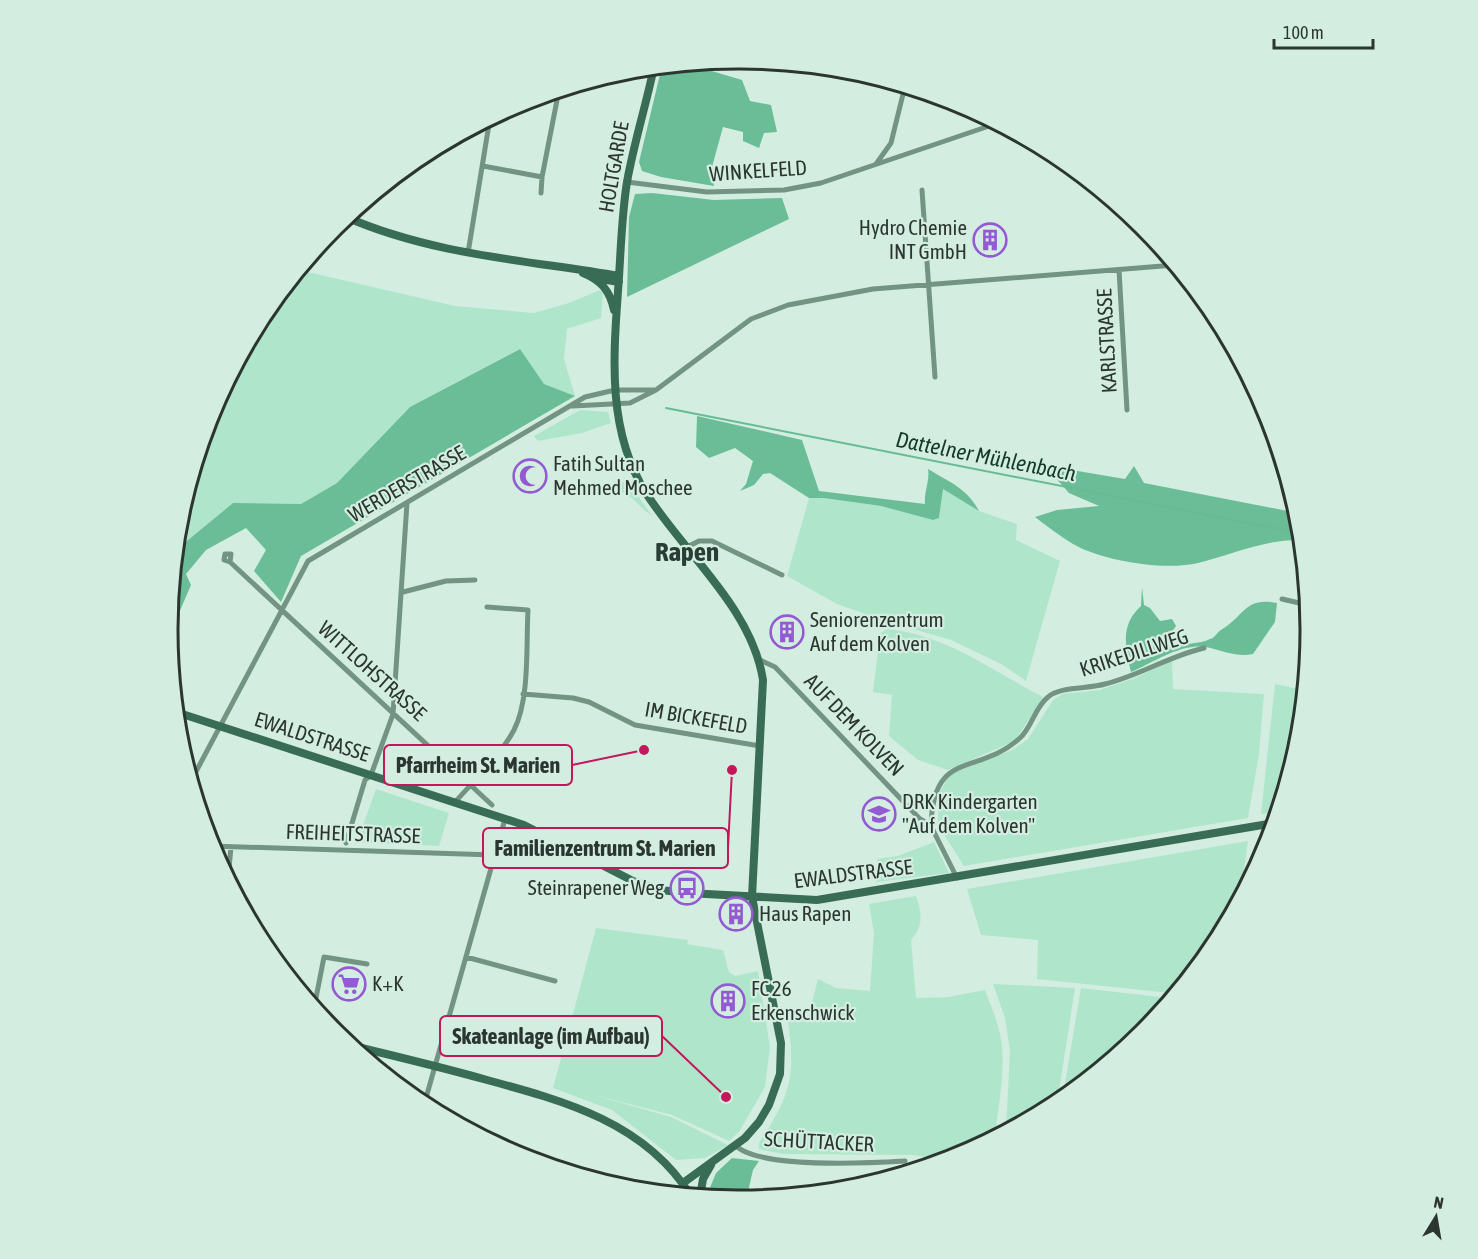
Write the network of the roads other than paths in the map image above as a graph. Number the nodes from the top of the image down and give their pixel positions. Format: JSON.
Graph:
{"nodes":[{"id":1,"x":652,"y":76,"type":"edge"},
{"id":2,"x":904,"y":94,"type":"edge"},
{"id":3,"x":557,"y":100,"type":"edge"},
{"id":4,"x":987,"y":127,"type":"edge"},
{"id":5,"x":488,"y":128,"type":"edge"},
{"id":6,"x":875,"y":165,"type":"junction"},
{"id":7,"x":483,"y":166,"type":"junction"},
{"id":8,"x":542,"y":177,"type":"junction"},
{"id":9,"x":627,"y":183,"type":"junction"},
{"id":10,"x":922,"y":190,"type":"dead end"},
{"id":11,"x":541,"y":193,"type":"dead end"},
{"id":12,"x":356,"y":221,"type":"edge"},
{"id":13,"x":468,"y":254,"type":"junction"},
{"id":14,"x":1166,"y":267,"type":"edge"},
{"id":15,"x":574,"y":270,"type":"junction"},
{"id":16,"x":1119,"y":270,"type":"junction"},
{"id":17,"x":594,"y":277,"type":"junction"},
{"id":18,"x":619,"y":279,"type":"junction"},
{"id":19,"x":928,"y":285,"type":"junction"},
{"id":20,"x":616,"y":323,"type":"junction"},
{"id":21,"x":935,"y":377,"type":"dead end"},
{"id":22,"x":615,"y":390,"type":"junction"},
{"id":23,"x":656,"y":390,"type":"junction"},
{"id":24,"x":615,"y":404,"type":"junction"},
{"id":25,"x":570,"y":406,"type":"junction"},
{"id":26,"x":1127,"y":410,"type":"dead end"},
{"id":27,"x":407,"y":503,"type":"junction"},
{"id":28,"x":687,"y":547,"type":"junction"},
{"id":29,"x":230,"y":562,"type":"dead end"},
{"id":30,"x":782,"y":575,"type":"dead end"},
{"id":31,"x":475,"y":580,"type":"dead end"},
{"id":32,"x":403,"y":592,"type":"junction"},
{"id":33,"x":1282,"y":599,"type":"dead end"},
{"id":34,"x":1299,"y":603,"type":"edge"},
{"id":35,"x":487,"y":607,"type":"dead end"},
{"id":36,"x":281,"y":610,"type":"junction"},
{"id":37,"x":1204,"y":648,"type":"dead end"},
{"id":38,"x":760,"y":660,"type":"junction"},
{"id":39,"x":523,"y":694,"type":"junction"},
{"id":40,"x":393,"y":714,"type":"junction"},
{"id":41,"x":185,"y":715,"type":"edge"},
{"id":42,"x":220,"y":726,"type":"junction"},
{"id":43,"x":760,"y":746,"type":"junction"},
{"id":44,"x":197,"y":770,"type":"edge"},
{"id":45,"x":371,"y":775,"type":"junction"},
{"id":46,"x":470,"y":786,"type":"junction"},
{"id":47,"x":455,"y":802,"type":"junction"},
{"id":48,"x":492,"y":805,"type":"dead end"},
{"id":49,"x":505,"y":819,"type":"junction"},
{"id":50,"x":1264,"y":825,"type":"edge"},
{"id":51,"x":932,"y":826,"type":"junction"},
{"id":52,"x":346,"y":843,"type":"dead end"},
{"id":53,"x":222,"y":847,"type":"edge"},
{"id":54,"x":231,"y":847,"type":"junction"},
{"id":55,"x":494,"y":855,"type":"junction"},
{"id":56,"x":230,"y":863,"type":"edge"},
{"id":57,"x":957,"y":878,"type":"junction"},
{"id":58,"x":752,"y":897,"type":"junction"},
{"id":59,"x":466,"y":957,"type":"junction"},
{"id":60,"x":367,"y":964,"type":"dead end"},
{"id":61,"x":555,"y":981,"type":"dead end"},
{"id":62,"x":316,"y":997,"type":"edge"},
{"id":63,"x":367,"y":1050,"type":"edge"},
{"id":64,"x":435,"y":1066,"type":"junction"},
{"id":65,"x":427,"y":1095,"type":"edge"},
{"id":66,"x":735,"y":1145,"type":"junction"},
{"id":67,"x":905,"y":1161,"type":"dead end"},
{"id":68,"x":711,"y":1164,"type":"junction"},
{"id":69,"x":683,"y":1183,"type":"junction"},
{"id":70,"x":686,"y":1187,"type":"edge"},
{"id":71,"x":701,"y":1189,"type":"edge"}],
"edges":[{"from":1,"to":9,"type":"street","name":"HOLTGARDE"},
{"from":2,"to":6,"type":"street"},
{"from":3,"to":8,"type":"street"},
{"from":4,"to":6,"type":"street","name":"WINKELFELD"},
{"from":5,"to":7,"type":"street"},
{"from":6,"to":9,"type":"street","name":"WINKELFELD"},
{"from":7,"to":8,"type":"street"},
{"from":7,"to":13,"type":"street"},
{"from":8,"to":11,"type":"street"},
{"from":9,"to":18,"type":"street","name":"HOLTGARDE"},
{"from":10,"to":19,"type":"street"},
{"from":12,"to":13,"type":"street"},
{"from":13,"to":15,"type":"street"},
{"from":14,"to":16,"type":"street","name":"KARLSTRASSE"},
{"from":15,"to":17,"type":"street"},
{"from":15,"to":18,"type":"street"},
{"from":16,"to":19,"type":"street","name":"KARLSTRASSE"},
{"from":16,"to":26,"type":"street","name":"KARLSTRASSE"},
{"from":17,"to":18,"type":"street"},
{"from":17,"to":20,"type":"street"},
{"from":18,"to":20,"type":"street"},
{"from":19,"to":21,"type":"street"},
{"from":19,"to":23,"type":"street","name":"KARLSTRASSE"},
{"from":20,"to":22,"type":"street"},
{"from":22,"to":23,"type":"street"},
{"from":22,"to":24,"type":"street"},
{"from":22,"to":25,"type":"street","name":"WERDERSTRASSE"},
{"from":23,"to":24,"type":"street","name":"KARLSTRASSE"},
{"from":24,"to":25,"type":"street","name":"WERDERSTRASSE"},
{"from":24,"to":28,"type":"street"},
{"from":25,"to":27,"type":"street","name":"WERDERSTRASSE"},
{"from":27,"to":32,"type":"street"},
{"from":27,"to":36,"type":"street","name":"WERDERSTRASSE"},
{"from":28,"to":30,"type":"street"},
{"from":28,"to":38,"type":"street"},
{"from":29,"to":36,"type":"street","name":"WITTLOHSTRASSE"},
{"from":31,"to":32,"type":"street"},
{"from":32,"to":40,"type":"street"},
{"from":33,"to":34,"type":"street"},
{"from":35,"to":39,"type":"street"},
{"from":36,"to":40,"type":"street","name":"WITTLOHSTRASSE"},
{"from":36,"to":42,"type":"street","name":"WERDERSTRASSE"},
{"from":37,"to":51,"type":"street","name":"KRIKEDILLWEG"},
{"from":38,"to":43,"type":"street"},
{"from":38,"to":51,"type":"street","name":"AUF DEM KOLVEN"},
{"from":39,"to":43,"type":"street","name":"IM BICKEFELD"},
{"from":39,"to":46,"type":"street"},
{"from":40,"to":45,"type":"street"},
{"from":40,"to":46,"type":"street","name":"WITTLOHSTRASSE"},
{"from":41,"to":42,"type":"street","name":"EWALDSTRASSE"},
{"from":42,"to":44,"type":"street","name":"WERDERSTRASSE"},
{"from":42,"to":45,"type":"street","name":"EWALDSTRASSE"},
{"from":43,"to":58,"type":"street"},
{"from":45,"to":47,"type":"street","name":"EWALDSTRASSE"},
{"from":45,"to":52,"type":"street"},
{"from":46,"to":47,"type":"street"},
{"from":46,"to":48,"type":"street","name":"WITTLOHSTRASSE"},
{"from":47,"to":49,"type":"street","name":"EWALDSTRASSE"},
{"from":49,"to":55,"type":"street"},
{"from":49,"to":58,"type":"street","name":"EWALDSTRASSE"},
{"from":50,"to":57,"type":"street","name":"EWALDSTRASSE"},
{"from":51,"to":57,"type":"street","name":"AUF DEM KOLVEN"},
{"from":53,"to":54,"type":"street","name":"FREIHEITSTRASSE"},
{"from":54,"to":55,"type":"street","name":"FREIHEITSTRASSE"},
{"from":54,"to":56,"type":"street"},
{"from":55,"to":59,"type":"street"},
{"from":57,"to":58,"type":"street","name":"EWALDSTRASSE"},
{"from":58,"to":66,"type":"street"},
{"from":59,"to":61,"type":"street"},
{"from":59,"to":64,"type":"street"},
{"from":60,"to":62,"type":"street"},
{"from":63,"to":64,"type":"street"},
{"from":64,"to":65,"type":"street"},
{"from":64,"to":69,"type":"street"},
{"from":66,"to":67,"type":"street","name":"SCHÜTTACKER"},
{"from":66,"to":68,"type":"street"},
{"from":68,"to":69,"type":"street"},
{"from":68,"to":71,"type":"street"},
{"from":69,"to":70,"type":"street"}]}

=== Task details ===
Filter the entries down to the lines that hold "nodes". Copy those lines.

=== Answer to the exercise ===
Write the network of the roads other than paths in the map image above as a graph. Number the nodes from the top of the image down and give their pixel positions. Format: JSON.
{"nodes":[{"id":1,"x":652,"y":76,"type":"edge"},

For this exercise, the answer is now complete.